À nos déjeuners hebdomadaires, où les grandes questions de la semaine sont rapidement « résolues » en paroles, je pourrais être qualifié de radoteur en intervenant souvent avec la phrase suivante : n’oubliez pas que la qualité coûte de plus en plus cher.
Que veut-on exprimer par cette proposition ? C’est simplement le raisonnement suivant : une qualité supérieure s’apparente à une forme d’artisanat, ce qui demande de la minutie et du temps précieux. Toutefois, avec les années, la valeur du temps augmente avec la croissance de la rémunération du travail.
Le coût du travail ne se limite pas à la rémunération nette, mais doit inclure les coûts des avantages sociaux reliés à l’emploi et les différentes taxes sur la masse salariale dont le fardeau est supporté par les travailleurs.
Un prix croissant d’un objet est une incitation à moins l’utiliser. Le temps ne fait pas exception : il y a une incitation de plus en plus importante à l’économiser. Une façon de le faire est de sacrifier la qualité supérieure qui devient trop coûteuse vu son exigence en temps. Les services non standardisés ou personnalisés impliquent en effet des coûts relatifs croissants.
Application aux médias
Le coût croissant de la qualité trouve son application dans de multiples secteurs, dont le mien, le secteur de l’éducation et de la transmission des connaissances. Il y a déjà plusieurs années, le propriétaire d’un bon restaurant confiait que la qualité générale des sauces avait diminué pour s’ajuster à la croissance des coûts.
Le secteur de la communication et de l’information dans les médias reflète les coûts croissants de la qualité. L’impression fréquente qui se dégage est une volonté de remplir le temps alloué : prévisions de la météo en trois parties, références à quelques opinions tranchées de purs inconnus s’exprimant sur les réseaux sociaux ou sur la rue, segments publicitaires pour les événements culturels… Le contenant devient plus important que le contenu ou la forme plus que le fond. Cela trouve amplement son application dans l’information politique.
La recherche des faits avec leurs multiples facettes demande beaucoup de temps dans un monde où les départements de relations publiques de différentes organisations offrent gratuitement des bribes d’information bien polies.

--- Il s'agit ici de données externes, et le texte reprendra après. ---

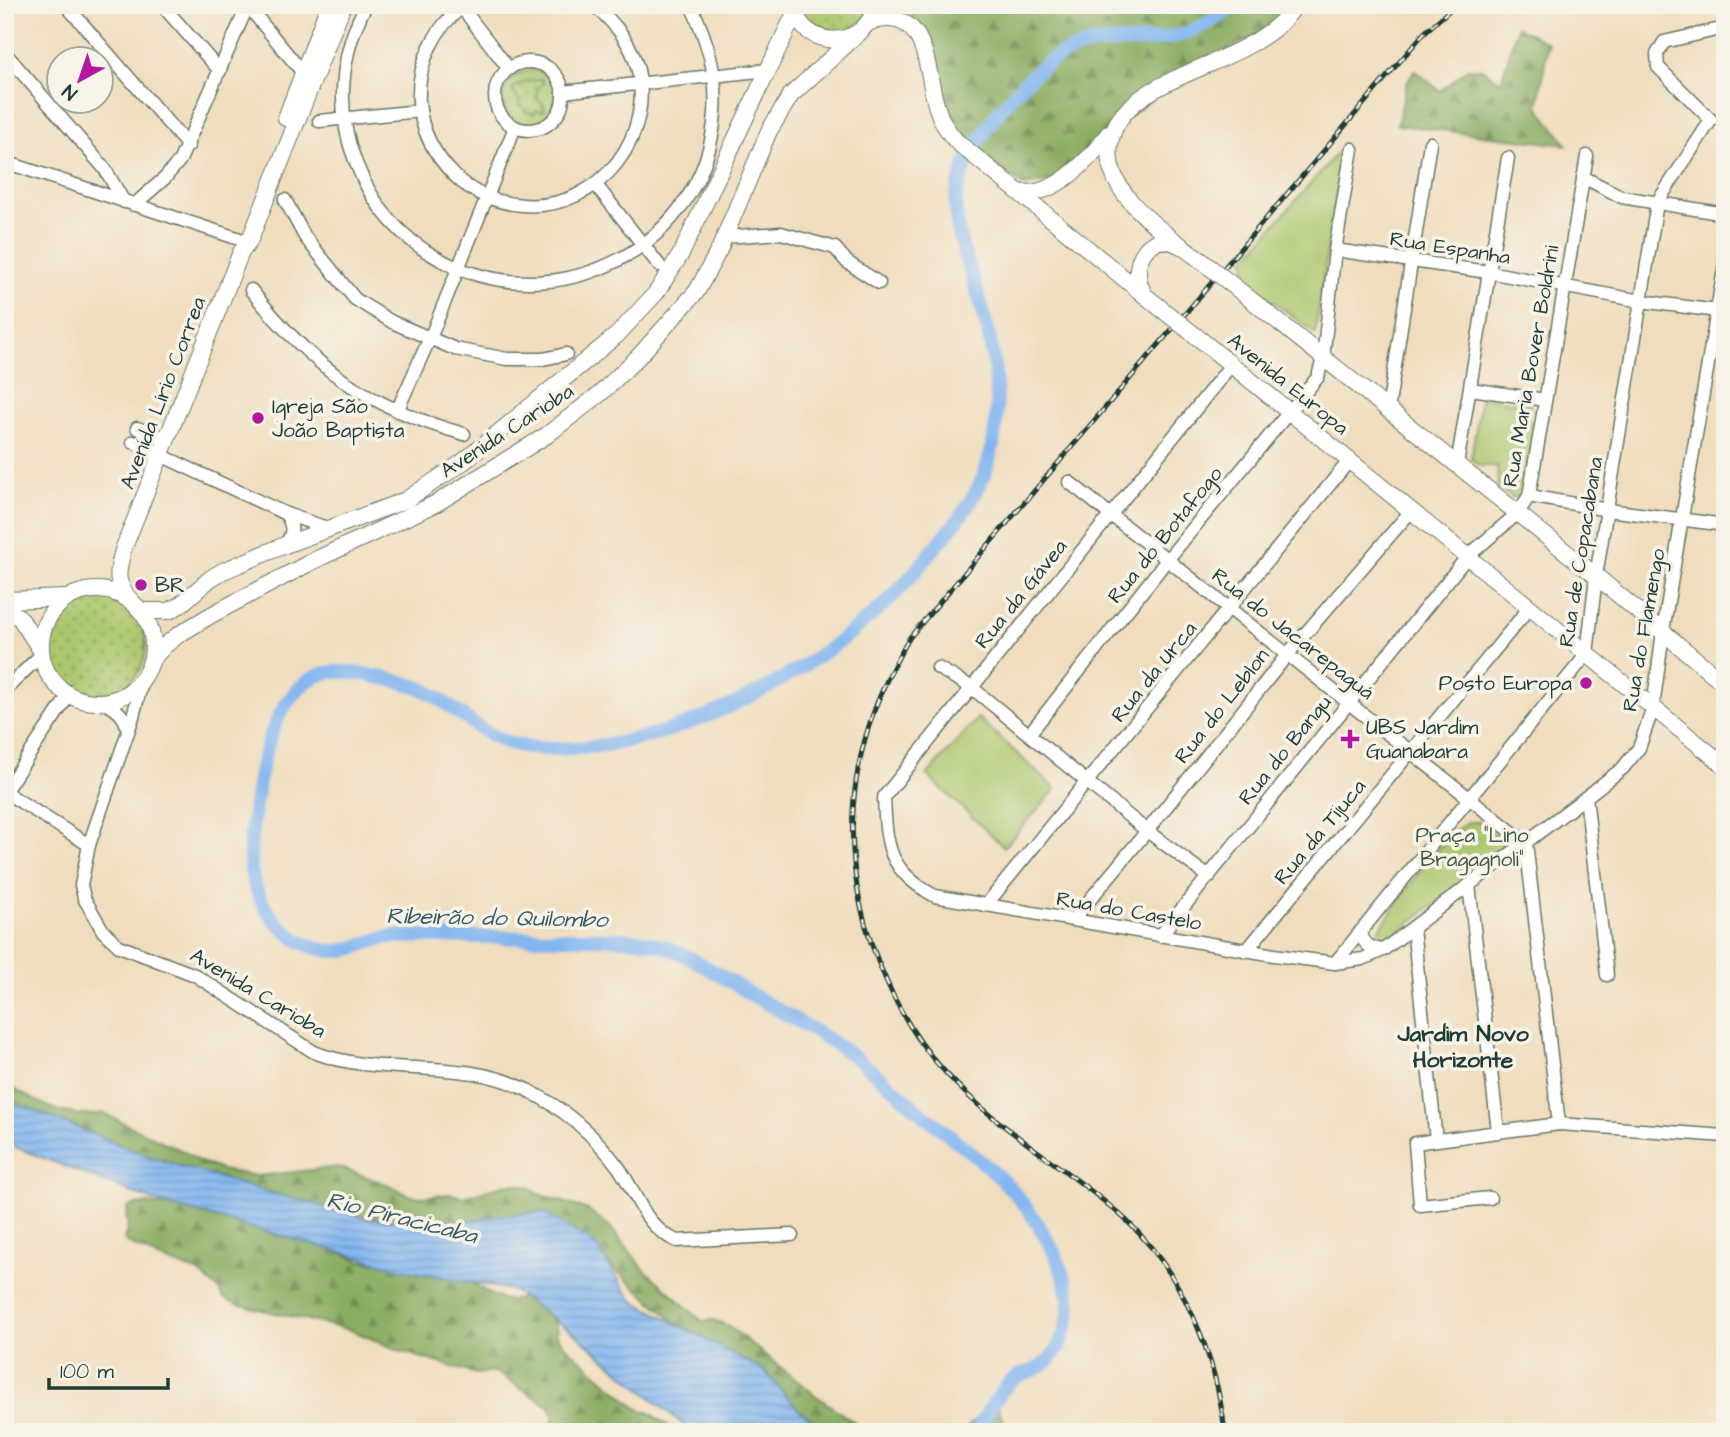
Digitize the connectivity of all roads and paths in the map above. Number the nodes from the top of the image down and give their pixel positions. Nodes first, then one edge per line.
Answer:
1 (66, 5) edge
2 (162, 5) edge
3 (329, 5) edge
4 (343, 5) edge
5 (366, 5) edge
6 (594, 5) edge
7 (691, 5) edge
8 (876, 5) edge
9 (1295, 5) edge
10 (247, 6) edge
11 (462, 6) edge
12 (794, 9) edge
13 (865, 27) junction
14 (1725, 28) edge
15 (5, 53) edge
16 (509, 69) junction
17 (220, 71) junction
18 (768, 71) junction
19 (715, 74) junction
20 (309, 75) junction
21 (640, 83) junction
22 (562, 92) junction
23 (420, 111) junction
24 (344, 118) junction
25 (1711, 120) junction
26 (1725, 120) edge
27 (319, 121) dead end
28 (515, 127) junction
29 (1114, 127) junction
30 (1430, 143) dead end
31 (188, 146) junction
32 (1352, 149) dead end
33 (1587, 156) dead end
34 (1508, 159) dead end
35 (5, 162) edge
36 (1583, 177) junction
37 (596, 185) junction
38 (1019, 192) junction
39 (488, 198) junction
40 (285, 200) dead end
41 (129, 203) junction
42 (1657, 203) junction
43 (1725, 214) edge
44 (724, 237) junction
45 (244, 245) junction
46 (643, 245) junction
47 (1335, 250) junction
48 (1196, 257) junction
49 (1410, 260) junction
50 (1725, 263) edge
51 (659, 265) dead end
52 (457, 269) junction
53 (1488, 272) junction
54 (879, 284) dead end
55 (1565, 286) junction
56 (251, 290) dead end
57 (1146, 296) junction
58 (1641, 301) junction
59 (1720, 312) edge
60 (429, 337) junction
61 (566, 354) dead end
62 (1323, 358) junction
63 (1231, 365) junction
64 (1471, 389) junction
65 (1545, 400) junction
66 (1388, 410) junction
67 (397, 411) junction
68 (1290, 412) junction
69 (137, 428) dead end
70 (464, 433) dead end
71 (133, 442) dead end
72 (165, 447) junction
73 (1349, 461) junction
74 (1457, 465) junction
75 (1069, 482) dead end
76 (1529, 496) junction
77 (1608, 510) junction
78 (1411, 511) junction
79 (1518, 513) junction
80 (286, 514) junction
81 (1110, 515) junction
82 (1682, 521) junction
83 (1725, 525) edge
84 (330, 528) junction
85 (285, 545) junction
86 (123, 550) junction
87 (1467, 557) junction
88 (1167, 560) junction
89 (1597, 576) junction
90 (82, 591) junction
91 (66, 598) junction
92 (5, 600) edge
93 (137, 607) junction
94 (1530, 607) junction
95 (5, 608) edge
96 (1230, 609) junction
97 (1663, 631) junction
98 (41, 652) junction
99 (1287, 654) junction
100 (1587, 654) junction
101 (151, 661) junction
102 (938, 668) dead end
103 (143, 679) junction
104 (1725, 684) edge
105 (971, 687) junction
106 (5, 690) edge
107 (69, 695) junction
108 (101, 702) junction
109 (1348, 702) junction
110 (1653, 708) junction
111 (128, 732) junction
112 (1030, 733) junction
113 (1411, 752) junction
114 (1725, 766) edge
115 (1088, 783) junction
116 (5, 791) edge
117 (1586, 797) junction
118 (1469, 798) junction
119 (1147, 831) junction
120 (1526, 843) junction
121 (89, 845) junction
122 (894, 861) joint
123 (1209, 877) junction
124 (1469, 885) junction
125 (986, 905) junction
126 (1073, 920) junction
127 (1413, 928) junction
128 (1361, 931) junction
129 (1160, 936) junction
130 (1383, 950) junction
131 (1247, 951) junction
132 (1370, 957) joint
133 (1335, 962) junction
134 (1607, 975) dead end
135 (1559, 1124) junction
136 (1498, 1131) junction
137 (1725, 1136) edge
138 (1436, 1140) junction
139 (1490, 1198) dead end
140 (792, 1235) dead end

1 - 31 street
2 - 17 street
3 - 20 main road, Avenida Lírio Correa
4 - 20 main road, Avenida Lírio Correa
5 - 24 street
6 - 21 street
7 - 19 street
8 - 13 main road
9 - 29 main road
10 - 17 street
10 - 20 street
11 - 16 street
11 - 23 street
12 - 13 main road, Avenida Europa
12 - 18 main road, Avenida Carioba
13 - 38 main road, Avenida Europa
13 - 44 main road, Avenida Carioba
14 - 25 street
15 - 41 street
16 - 22 street
16 - 28 street
17 - 31 street
18 - 19 street
18 - 84 main road, Avenida Carioba
19 - 21 street
19 - 46 street
20 - 45 main road, Avenida Lírio Correa
21 - 22 street
21 - 37 street
22 - 28 street
23 - 24 street
23 - 39 street
24 - 27 street
24 - 52 street
25 - 26 street
25 - 42 street, Rua de Copacabana
28 - 39 street
29 - 38 main road
29 - 48 main road, Avenida Europa
30 - 49 street
31 - 41 street
32 - 47 street, Rua do Botafogo
33 - 36 street, Rua Maria Bover Boldrini
34 - 53 street
35 - 41 street
36 - 42 street
36 - 55 street, Rua Maria Bover Boldrini
37 - 39 street
37 - 46 street
38 - 57 main road, Avenida Europa
39 - 52 street
40 - 60 street
41 - 45 street
42 - 43 street
42 - 58 street, Rua de Copacabana
44 - 54 street
44 - 101 main road, Avenida Carioba
45 - 72 main road, Avenida Lírio Correa
46 - 51 street
46 - 52 street
47 - 49 street, Rua Espanha
47 - 62 street, Rua do Botafogo
48 - 57 main road
48 - 62 main road, Avenida Europa, bridge
49 - 53 street, Rua Espanha
49 - 66 street
50 - 59 street, Rua do Flamengo
52 - 60 street
53 - 55 street, Rua Espanha
53 - 64 street
55 - 58 street, Rua Espanha
55 - 65 street, Rua Maria Bover Boldrini
56 - 67 street
57 - 63 main road, Avenida Europa, bridge
58 - 59 street, Rua Espanha
58 - 77 street, Rua de Copacabana
59 - 82 street, Rua do Flamengo
60 - 61 street
60 - 67 street
62 - 66 main road, Avenida Europa
62 - 68 street, Rua do Botafogo
63 - 68 main road, Avenida Europa
63 - 81 street, Rua da Gávea
64 - 65 street
64 - 74 street
65 - 76 street, Rua Maria Bover Boldrini
66 - 74 main road, Avenida Europa
67 - 70 street
68 - 73 main road, Avenida Europa
68 - 88 street, Rua do Botafogo
69 - 72 street
71 - 72 street
72 - 80 street
72 - 86 main road, Avenida Lírio Correa
73 - 78 main road, Avenida Europa
73 - 96 street, Rua da Urca
74 - 79 main road, Avenida Europa
75 - 81 street, Rua do Jacarepaguá
76 - 77 street
76 - 79 street, Rua Maria Bover Boldrini
77 - 82 street
77 - 89 street, Rua de Copacabana
78 - 87 main road, Avenida Europa
78 - 99 street, Rua do Leblon
79 - 87 street, Rua Maria Bover Boldrini
79 - 89 main road, Avenida Europa
80 - 84 street
80 - 85 street
81 - 88 street, Rua do Jacarepaguá
81 - 105 street, Rua da Gávea
82 - 83 street
82 - 97 street, Rua do Flamengo
84 - 85 main road, Avenida Carioba
85 - 93 main road, Avenida Carioba
86 - 90 main road, Avenida Lírio Correa
86 - 93 main road, Avenida Lírio Correa
87 - 94 main road, Avenida Europa
87 - 109 street, Rua do Bangu
88 - 96 street, Rua do Jacarepaguá
88 - 112 street, Rua do Botafogo
89 - 97 main road, Avenida Europa
89 - 100 street, Rua de Copacabana
90 - 91 main road
90 - 93 main road
91 - 92 main road
91 - 98 main road
93 - 101 main road
94 - 100 main road, Avenida Europa
94 - 113 street, Rua da Tijuca
95 - 98 main road
96 - 99 street, Rua do Jacarepaguá
96 - 115 street, Rua da Urca
97 - 104 main road, Avenida Europa
97 - 110 street, Rua do Flamengo
98 - 106 street
98 - 107 main road
99 - 109 street, Rua do Jacarepaguá
99 - 119 street, Rua do Leblon
100 - 110 main road, Avenida Europa
100 - 118 street, Rua de Copacabana
101 - 103 main road
102 - 105 street
103 - 108 main road
103 - 111 street, Avenida Carioba
105 - 112 street
105 - 122 street, Rua da Gávea
107 - 108 main road
107 - 116 street
108 - 111 street
109 - 113 street, Rua do Jacarepaguá
109 - 123 street, Rua do Bangu
110 - 114 main road, Avenida Europa
110 - 117 street, Rua do Flamengo
111 - 121 street, Avenida Carioba
112 - 115 street
113 - 118 street, Rua do Jacarepaguá
113 - 131 street, Rua da Tijuca
115 - 119 street
115 - 125 street, Rua da Urca
116 - 121 street
117 - 120 street, Rua do Flamengo
117 - 134 street
118 - 120 street, Rua do Jacarepaguá
118 - 128 street, Rua de Copacabana
119 - 123 street
119 - 126 street, Rua do Leblon
120 - 124 street, Rua do Flamengo
120 - 135 street
121 - 140 street, Avenida Carioba
122 - 125 street, Rua do Castelo
123 - 129 street, Rua do Bangu
124 - 127 street, Rua do Flamengo
124 - 136 street
125 - 126 street, Rua do Castelo
126 - 129 street, Rua do Castelo
127 - 130 street, Rua do Flamengo
127 - 138 street
128 - 130 street
128 - 133 street, Rua de Copacabana
129 - 131 street, Rua do Castelo
130 - 132 street, Rua do Flamengo
131 - 133 street, Rua do Castelo
132 - 133 street, Rua do Castelo
135 - 136 street
135 - 137 street
136 - 138 street
138 - 139 street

Il est aussi moins coûteux de recourir régulièrement aux « experts » généralistes aux opinions tranchées qui savent soulever les émotions.
C’est ainsi qu’un journaliste-chroniqueur, qui évolue sur de multiples plateformes, écrivait récemment : « Notre job de journaliste, dans son idéal absolu, devrait être d’emmerder les riches et les puissants. » À cet effet, ma préférence va à la citation attribuée au social scientist et personnage politique américain, Daniel Patrick Moynihan : « Chacun a droit à son opinion, mais pas à ses propres faits ».
La détérioration de la qualité est-elle inévitable ?
Le coût croissant de la qualité débouche logiquement sur la question suivante : la détérioration de la qualité est-elle une tendance ou un phénomène inévitable ? La réponse est négative et cela pour deux raisons : l’augmentation des revenus réels de la population et la croissance des connaissances provoquant le progrès technologique.
Comme il a été expliqué, le coût croissant de la qualité est le produit d’une rémunération qui augmente. Il en résulte que la population pourrait toujours s’offrir des produits de grande qualité même si leurs coûts relatifs croissent. Bien que la restauration de grande qualité ait des prix croissants, une population plus riche peut en accroître l’achalandage. Les prix plus élevés ont toutefois un effet contraire, rendant les substituts plus attrayants.
La croissance des connaissances et le progrès technologique gênent les forces favorables à la détérioration de la qualité. C’est sûrement le cas pour la chirurgie de la cataracte qui, avec le temps, est devenue une brève opération et presque banale. La venue de l’internet a considérablement augmenté les possibilités de s’informer pour le citoyen en multipliant les sources. Il pourra en être de même pour la formation universitaire si se réalise ce qui fut qualifié de « tsunami » de la formation en ligne ouverte à tous.
Le temps continuera toutefois de demeurer de plus en plus précieux.